I attended another meetup for The Mixed Space where we discussed how the issue of how to fight the justice that needs to happen while still coming to terms with our identities.

I am mixed with black, white and Native American. And while I’ve been mistaken for a wide array of ethnicities, many have been very quick to point me out as black and often discriminate me as so. So the fight against oppression as someone living the black experience is something very tangible to me. 

But I also recognize that not every mixed person has this same experience or connection. Many of us look white, Asian, Hispanic or any other manner of ethnicities. So we can often feel like we’re imposters or we have to come to terms with our own privileges and difficulties from either not being fully accepted to being able to have not had as many struggles as someone with darker skin. We’re often regarded as more “acceptable” to white America and when we speak up it can be met with shock or surprise as we’re not one of “those people.” And speaking as someone who is part African-American, there is the thought of some that we can’t fully stand with our brethren because of our European heritage.

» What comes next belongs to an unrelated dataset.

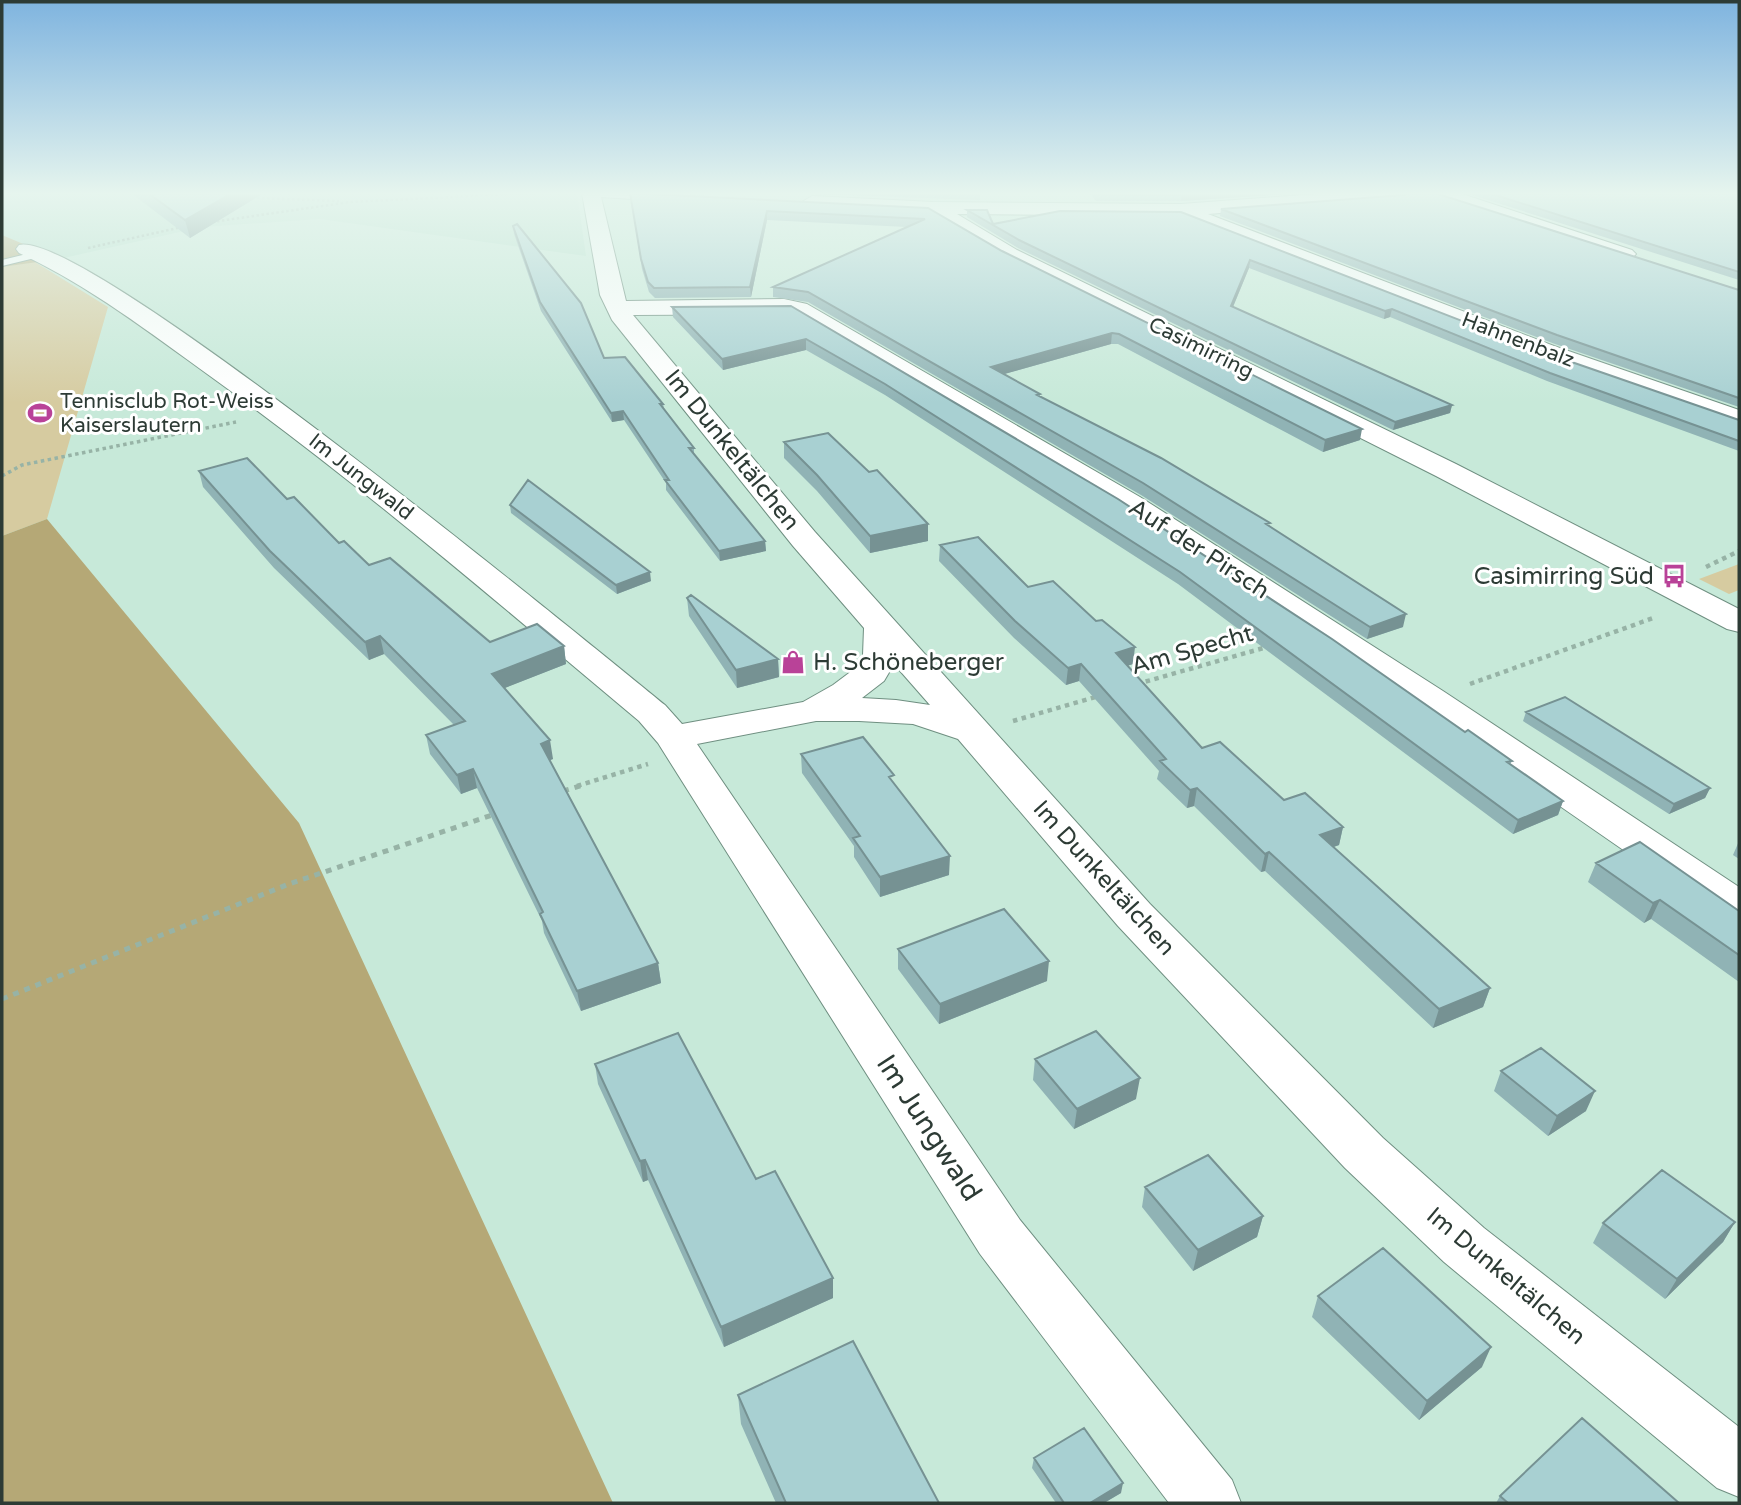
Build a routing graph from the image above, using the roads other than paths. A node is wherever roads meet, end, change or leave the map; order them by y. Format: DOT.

Photo by Tania Mousinho on Unsplash

None of these circumstances matter in the end. Because there is one thing we are all fighting for right now: 

Justice

George Floyd was a son, a brother, a friend. Breonna Taylor was a daughter, a sister and a friend. The next George Floyd or Breonna Taylor will be all of those same things. And looking at how some of the police have treated those out protesting, they could be any one of ours.

Far too often, the black community has been used as a trial run for any and all oppressive tools use to reinforce injustice and inequality. The drug war that imprisoned and enslaved so many black Americans led to the creation of highly profitable private prisons. And the same poison that has spread to the communities of other ethnicities that have been met with the same process.

We are standing up now so that our African-American brothers and sisters can have justice. But also so that we can all have justice and equality. It’s important that highlight the struggles of what it means to be black. Because it teaches us what it means to be part of America. That there’s not simply one story but many. And the story of what it means to be mixed counts among that collective voice.

When we learn to stand up for one, we can stand up for all. And when we begin to lift up the voice of one, we can begin to lift up the voice of many.

So stand up, declare that you are mixed and that you are standing against injustice. 

This is how we create lasting change.